NI Office failed to comply with its equality scheme commitments
22/03/2023
Equality Commission press release







An investigation by the Equality Commission has found that the Northern Ireland Office failed to comply with its equality scheme commitments in relation to its handling of its equality assessment of the policies in the Northern Ireland Troubles (Legacy and Reconciliation) Bill (the Legacy Bill). The Commission’s report from the investigation was published today.

In June 2022, the Commission raised concerns with the Northern Ireland Office that it had published its Equality Impact Assessment (EQIA) on its proposed legacy policies for consultation on 16 May 2022, alongside the Legacy Bill, as it was introduced into Westminster at its first reading.  The Bill contained the policies that were subject to the equality impact assessment.

Chief Commissioner Geraldine McGahey said: “Our investigation found that the Northern Ireland Office had failed to comply with its Equality Scheme, as the Legacy Bill was introduced into Parliament at the same time as the Equality Impact Assessment was published for consultation.  As the two were published together, it was simply not possible for the Northern Ireland Office to have taken into account the equality assessment of and any consultation responses received on those policies, prior to them being presented in the Bill.”

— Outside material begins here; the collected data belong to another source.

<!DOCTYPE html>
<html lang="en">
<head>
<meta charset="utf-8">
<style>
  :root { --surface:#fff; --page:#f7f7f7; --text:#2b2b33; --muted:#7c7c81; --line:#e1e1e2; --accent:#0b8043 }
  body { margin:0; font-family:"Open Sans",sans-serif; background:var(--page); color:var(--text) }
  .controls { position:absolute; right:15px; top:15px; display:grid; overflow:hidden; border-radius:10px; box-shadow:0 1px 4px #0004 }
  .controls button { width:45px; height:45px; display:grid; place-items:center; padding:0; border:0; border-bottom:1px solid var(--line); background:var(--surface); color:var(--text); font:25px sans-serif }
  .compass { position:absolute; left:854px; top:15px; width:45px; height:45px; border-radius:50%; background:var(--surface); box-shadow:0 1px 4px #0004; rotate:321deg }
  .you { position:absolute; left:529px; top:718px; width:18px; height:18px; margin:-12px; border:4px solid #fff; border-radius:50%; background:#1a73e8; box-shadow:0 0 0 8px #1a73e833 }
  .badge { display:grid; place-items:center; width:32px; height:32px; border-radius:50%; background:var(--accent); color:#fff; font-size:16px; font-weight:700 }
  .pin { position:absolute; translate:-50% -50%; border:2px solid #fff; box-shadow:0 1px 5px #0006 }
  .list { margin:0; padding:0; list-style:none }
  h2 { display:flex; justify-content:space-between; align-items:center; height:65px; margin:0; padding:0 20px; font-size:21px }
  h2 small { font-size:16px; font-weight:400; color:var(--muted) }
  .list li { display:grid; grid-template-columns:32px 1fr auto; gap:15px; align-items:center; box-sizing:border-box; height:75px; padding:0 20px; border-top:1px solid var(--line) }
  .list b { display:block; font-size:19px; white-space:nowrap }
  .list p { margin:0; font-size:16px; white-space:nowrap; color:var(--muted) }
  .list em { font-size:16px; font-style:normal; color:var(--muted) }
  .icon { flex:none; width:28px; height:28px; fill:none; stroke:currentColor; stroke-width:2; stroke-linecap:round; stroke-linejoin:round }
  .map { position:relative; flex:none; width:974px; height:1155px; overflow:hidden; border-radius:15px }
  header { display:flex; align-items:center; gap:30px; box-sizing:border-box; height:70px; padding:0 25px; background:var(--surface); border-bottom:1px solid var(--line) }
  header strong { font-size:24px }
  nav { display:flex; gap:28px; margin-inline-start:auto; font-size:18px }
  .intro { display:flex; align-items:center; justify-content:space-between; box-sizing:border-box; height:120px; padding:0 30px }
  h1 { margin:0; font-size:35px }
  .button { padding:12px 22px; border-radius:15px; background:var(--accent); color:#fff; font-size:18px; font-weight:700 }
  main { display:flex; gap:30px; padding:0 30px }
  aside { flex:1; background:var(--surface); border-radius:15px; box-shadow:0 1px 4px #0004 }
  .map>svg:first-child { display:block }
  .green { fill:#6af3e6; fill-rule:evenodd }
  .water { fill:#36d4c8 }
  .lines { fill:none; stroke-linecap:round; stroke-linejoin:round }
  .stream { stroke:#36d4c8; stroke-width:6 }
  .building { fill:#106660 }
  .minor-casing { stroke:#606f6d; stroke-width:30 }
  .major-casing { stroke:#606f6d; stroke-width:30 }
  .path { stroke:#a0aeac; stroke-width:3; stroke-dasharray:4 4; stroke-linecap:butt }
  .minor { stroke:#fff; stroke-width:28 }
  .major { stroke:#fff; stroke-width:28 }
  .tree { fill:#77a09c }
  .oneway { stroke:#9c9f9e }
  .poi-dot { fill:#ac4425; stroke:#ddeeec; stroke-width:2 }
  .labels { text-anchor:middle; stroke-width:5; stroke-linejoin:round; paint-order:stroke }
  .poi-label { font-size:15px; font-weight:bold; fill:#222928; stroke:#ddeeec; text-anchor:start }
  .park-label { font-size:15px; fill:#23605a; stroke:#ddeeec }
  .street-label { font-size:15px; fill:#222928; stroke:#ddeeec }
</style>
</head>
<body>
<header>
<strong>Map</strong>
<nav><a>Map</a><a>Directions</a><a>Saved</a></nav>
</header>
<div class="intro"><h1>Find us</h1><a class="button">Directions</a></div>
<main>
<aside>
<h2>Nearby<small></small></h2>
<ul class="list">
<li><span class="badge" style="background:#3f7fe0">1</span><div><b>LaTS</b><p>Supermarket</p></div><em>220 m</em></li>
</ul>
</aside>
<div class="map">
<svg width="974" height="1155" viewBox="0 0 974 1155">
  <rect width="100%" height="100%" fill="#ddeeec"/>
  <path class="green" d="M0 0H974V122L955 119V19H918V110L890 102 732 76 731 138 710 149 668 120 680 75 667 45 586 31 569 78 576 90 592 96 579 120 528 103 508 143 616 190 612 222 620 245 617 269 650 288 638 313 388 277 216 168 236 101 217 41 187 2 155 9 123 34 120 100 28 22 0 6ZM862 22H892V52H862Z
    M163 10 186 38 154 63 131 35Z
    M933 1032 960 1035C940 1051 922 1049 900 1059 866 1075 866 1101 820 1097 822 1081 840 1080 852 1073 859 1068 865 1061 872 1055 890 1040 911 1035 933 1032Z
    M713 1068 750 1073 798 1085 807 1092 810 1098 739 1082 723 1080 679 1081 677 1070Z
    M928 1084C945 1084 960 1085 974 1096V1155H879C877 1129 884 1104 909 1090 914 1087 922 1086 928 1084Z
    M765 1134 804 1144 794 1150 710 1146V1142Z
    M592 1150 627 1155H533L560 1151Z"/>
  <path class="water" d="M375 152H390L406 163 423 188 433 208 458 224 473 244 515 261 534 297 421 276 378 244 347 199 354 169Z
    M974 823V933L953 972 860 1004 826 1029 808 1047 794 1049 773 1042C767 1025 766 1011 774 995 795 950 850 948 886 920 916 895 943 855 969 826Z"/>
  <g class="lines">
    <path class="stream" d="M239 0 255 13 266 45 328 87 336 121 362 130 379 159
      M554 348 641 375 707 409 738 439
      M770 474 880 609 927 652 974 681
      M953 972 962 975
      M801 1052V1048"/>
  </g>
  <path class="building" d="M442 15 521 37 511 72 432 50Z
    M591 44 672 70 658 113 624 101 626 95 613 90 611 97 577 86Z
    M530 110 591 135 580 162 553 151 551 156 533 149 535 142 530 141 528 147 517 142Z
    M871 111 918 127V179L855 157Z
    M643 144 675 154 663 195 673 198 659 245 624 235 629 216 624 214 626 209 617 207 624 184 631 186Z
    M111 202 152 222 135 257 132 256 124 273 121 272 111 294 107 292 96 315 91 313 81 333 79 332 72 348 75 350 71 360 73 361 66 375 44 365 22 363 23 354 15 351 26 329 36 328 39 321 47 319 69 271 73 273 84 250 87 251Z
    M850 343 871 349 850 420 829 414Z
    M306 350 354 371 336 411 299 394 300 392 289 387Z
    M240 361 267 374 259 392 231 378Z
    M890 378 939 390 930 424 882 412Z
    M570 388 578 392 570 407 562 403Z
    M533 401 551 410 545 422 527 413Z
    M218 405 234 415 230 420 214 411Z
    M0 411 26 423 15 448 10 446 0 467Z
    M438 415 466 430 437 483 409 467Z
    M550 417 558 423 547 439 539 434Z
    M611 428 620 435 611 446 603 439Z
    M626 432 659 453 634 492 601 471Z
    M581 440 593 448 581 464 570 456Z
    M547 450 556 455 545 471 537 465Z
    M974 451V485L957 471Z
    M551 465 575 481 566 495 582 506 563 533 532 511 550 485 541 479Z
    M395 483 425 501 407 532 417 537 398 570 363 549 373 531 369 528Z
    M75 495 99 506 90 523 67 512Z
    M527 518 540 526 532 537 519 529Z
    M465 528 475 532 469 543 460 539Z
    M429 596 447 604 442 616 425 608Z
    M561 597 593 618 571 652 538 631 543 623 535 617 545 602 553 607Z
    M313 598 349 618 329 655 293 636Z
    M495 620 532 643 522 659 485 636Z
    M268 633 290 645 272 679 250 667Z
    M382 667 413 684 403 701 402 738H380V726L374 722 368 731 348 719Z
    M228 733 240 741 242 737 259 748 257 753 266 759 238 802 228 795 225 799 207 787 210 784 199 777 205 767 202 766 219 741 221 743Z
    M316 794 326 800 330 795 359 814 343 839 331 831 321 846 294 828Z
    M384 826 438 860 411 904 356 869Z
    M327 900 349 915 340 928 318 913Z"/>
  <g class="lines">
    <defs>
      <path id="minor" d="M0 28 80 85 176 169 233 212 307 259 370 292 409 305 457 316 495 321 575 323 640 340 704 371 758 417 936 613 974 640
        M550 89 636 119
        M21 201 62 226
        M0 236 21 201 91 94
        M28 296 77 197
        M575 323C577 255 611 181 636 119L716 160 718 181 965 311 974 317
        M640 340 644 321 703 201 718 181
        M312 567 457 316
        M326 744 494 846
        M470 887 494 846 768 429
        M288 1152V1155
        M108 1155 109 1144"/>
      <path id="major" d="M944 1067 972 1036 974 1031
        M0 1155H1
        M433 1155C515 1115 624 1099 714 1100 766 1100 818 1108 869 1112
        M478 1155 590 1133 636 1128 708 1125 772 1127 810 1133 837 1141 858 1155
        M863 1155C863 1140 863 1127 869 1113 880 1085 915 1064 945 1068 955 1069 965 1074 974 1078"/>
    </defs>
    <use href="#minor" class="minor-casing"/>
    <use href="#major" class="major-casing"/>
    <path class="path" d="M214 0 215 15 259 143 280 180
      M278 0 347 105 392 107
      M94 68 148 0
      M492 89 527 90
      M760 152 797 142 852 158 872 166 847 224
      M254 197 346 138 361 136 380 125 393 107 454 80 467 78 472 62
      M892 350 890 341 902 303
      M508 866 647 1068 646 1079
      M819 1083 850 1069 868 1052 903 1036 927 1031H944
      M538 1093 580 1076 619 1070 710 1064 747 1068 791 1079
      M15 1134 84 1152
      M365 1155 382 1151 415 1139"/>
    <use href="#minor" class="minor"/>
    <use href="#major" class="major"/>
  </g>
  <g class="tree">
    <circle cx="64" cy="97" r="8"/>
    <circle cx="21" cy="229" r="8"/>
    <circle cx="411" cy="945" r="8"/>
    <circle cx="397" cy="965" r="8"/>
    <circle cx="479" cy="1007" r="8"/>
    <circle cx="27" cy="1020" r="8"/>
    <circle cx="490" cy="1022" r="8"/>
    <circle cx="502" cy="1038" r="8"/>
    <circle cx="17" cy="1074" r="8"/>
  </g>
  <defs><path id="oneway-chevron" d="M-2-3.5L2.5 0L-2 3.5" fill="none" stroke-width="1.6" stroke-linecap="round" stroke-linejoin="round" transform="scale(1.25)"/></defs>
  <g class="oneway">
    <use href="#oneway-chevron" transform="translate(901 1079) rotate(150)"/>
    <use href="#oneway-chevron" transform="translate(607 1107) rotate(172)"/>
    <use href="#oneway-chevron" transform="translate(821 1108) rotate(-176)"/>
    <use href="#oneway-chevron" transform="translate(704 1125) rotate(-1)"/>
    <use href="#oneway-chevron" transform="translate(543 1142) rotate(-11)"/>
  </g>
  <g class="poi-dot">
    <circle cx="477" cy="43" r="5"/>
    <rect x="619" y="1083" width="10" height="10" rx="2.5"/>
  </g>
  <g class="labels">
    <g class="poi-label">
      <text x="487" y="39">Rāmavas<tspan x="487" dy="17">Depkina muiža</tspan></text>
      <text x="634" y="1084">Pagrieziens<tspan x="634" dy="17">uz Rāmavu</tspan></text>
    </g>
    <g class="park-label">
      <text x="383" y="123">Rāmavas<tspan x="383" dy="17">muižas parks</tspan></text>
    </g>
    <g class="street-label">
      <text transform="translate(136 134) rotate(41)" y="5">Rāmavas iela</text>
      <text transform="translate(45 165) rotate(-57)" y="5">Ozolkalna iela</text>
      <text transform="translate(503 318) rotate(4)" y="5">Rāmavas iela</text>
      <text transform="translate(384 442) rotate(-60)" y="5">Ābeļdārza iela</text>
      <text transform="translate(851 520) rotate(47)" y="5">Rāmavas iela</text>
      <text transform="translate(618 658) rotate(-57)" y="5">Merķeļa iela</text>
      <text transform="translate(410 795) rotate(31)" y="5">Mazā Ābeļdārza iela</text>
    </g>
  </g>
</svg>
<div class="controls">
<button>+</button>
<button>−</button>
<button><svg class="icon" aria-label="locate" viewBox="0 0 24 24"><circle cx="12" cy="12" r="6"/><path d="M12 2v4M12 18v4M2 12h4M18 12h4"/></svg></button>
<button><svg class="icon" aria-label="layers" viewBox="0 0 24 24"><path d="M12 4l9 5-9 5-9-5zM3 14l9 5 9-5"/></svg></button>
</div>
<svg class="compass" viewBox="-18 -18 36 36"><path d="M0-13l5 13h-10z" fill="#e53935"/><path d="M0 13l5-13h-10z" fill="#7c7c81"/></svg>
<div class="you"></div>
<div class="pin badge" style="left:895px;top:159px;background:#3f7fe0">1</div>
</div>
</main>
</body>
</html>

“The Commission is recommending a number of improvements to the NIO’s practices when it is developing policy options that will be legislated for.  In particular, the NIO should ensure that the Secretary of State is provided with its equality assessment of the proposals at the appropriate point in the decision-making process, but certainly before the proposals are presented in a Bill before Parliament.

“It is therefore vital that the Equality Scheme processes should be applied and used as an integral part of the NIO’s policy making process, rather than after the policy in question has been developed and the assessment of equality impacts appear as an apparent after thought.  As our guidance clearly states, a proper equality assessment should be conducted for all policies being reviewed or developed by public authorities and these should be presented to the relevant decision maker, in this case the Secretary of State, to inform decision making,” concluded Ms McGahey.
 
Notes to editor

Recommendations from the investigation report to NIO:
 
  • The NIO must in future undertake its equality assessment of policies as part of the development process and ensure that such assessments are presented for proposed policies that are brought forward or announced.
  • The NIO must make its equality assessments, and any consultation on them, available to its decision makers.
  • The Secretary of State should ensure that his decisions are informed by the full information required; if the equality assessment is not presented with other information to inform his decision making, the Secretary of State should ask for it.
  • Paragraph 11 investigations, which are of the Commission’s belief that a public authority may have failed to comply with its Equality Scheme, look at whether a public authority, in the delivery of its functions, complies with the commitments set out in its Equality Scheme. They do not investigate the decisions taken nor the outcomes that arise from those decisions.
  • The investigation report was presented to Parliament and laid before the Northern Ireland Assembly on 30 March 2023.